Use small run sizes in tests to force multiple runs and exercise the merge logic.
Common Bugs
The most common external sort bug is loading too much data into memory during merging. The merge should keep only the current record from each run, not entire run files.
Another common bug is exceeding the open-file limit. Use multi-pass merging when the number of runs is large.
Temporary files are often left behind after failures. Always clean them in finally.
Sort keys can be inconsistent between run creation and merging. Use the same key function in both phases.

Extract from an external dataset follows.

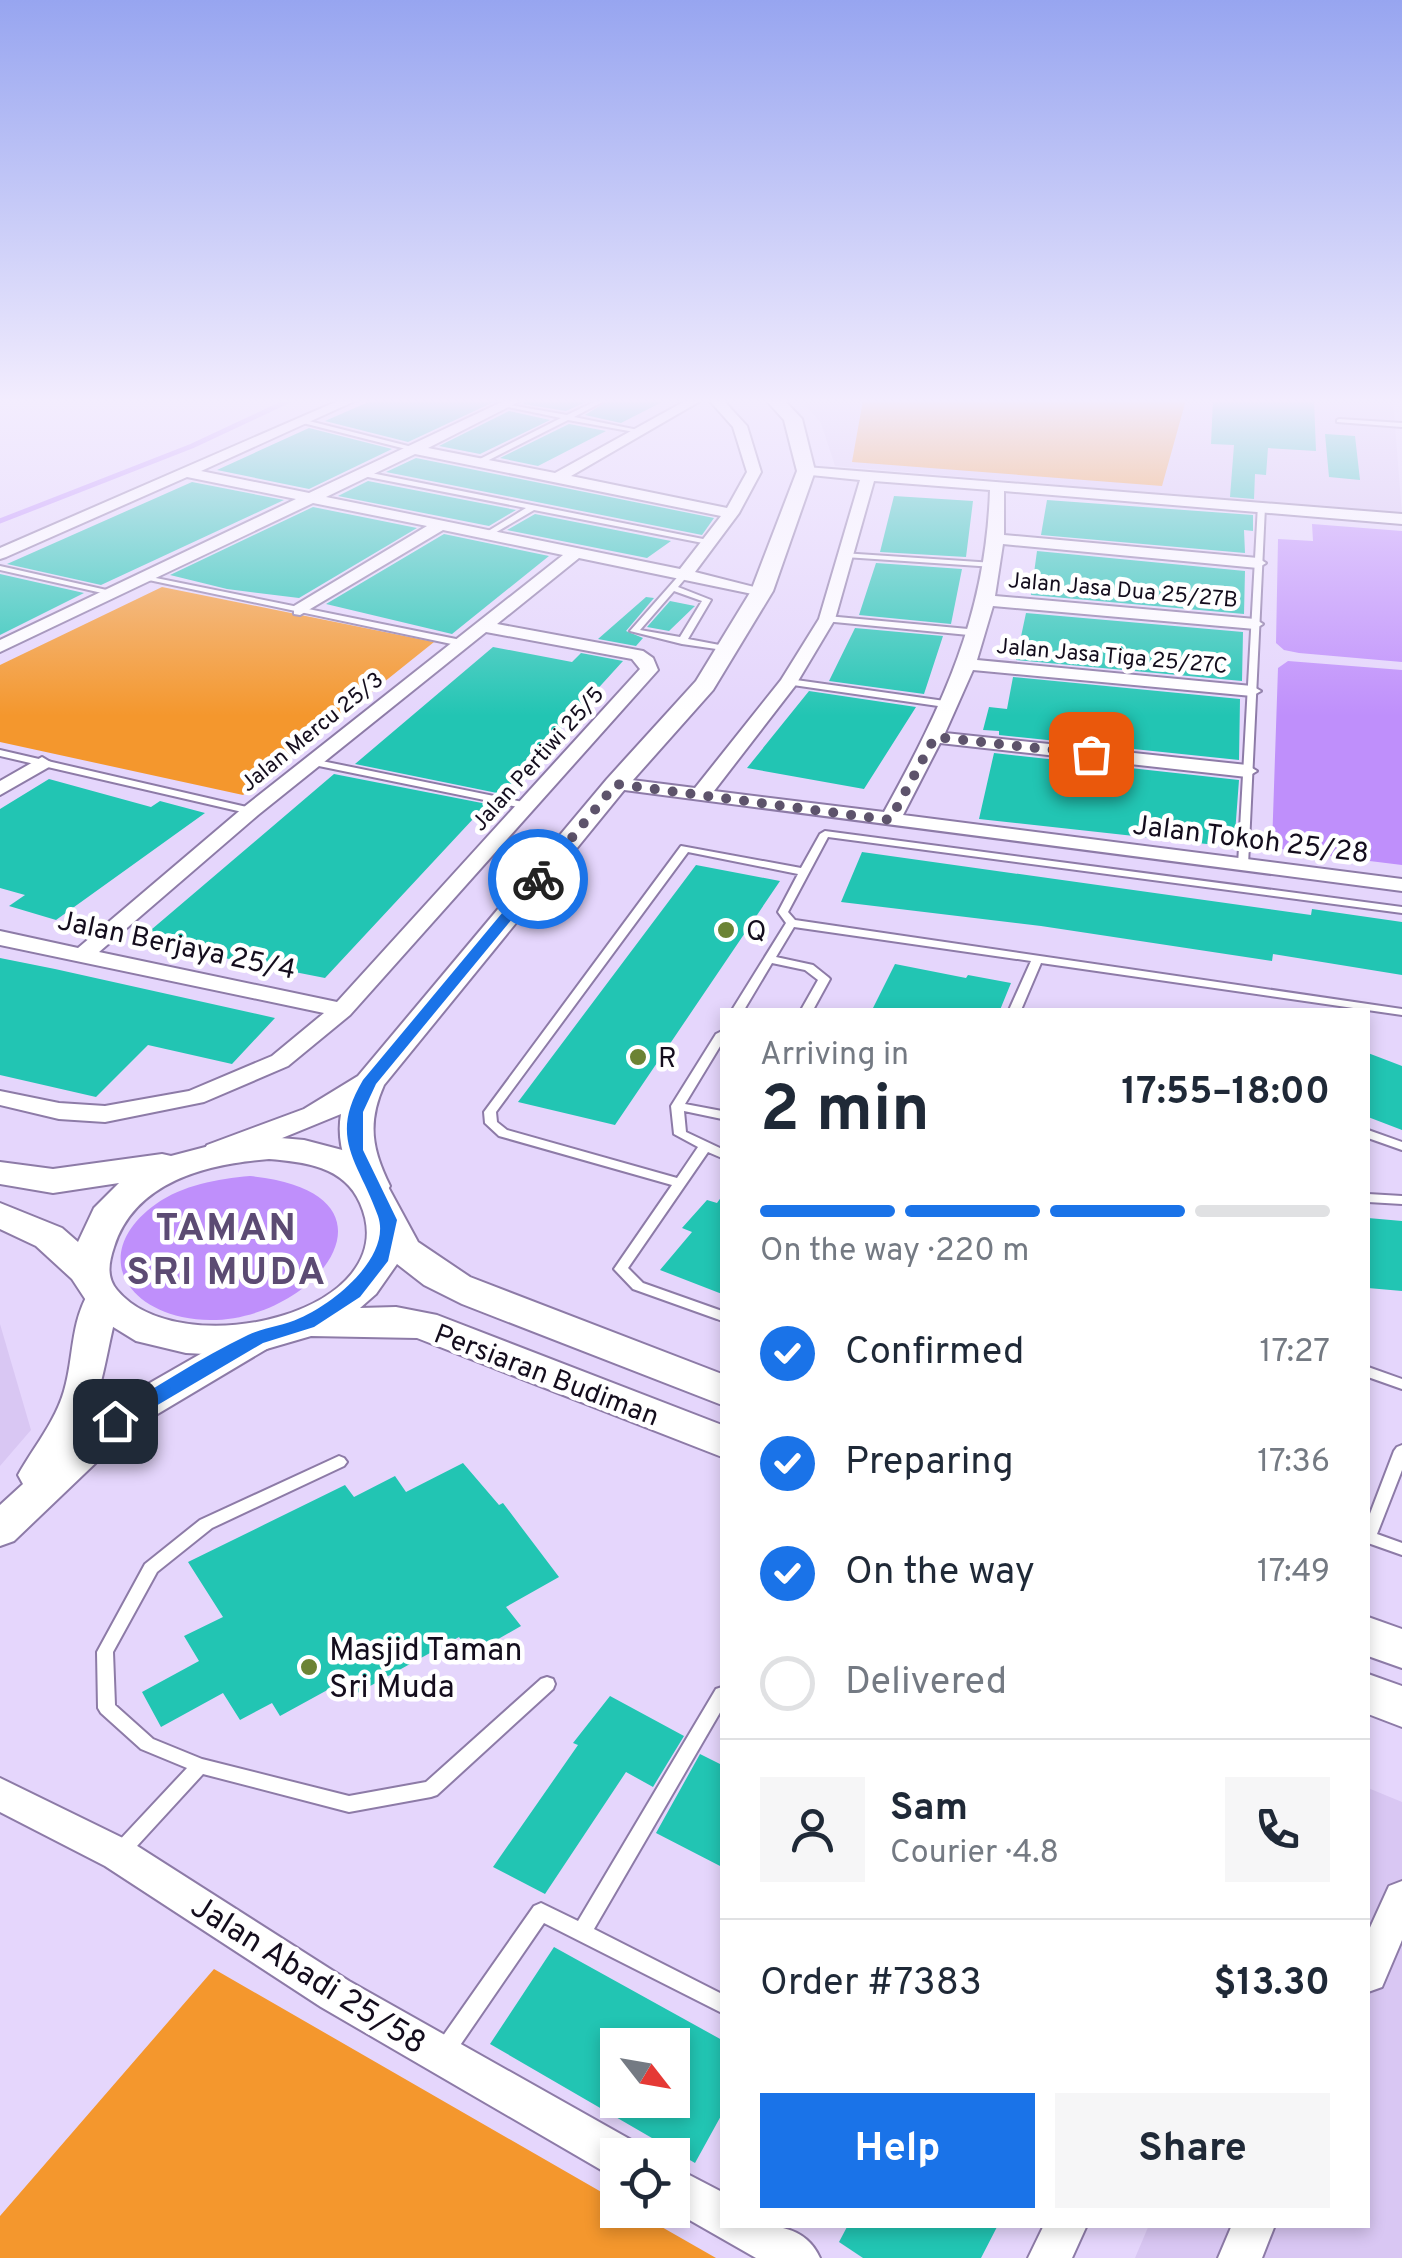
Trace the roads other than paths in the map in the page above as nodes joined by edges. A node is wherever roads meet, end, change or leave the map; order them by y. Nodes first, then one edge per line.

Duplicates can break heap comparisons if records themselves are not comparable. Include a tie-breaker.
Empty input must produce an empty output file.
Stable sorting requires carrying original sequence numbers across runs.
Temporary disk exhaustion should be detected early when possible.
Recipe
Build external merge sort in layers.
Start with run creation: read a memory-bounded chunk, sort it, and write a sorted temporary file. Add k-way merge with a heap that stores one current record per run. Clean up temporary files reliably. Add multi-pass merging when open-file limits matter. Generalize from numbers to records with a key function. Add tie-breakers for duplicate keys. Add stable sorting if equal-key order matters. Check temporary disk space and benchmark with realistic input sizes.
The main lesson is that external sorting is ordinary sorting adapted to the memory hierarchy. The algorithm minimizes memory use by turning one large sort into many in-memory sorts plus sequential merges. Disk I/O, buffering, temporary storage, and cleanup are as important as the comparison logic.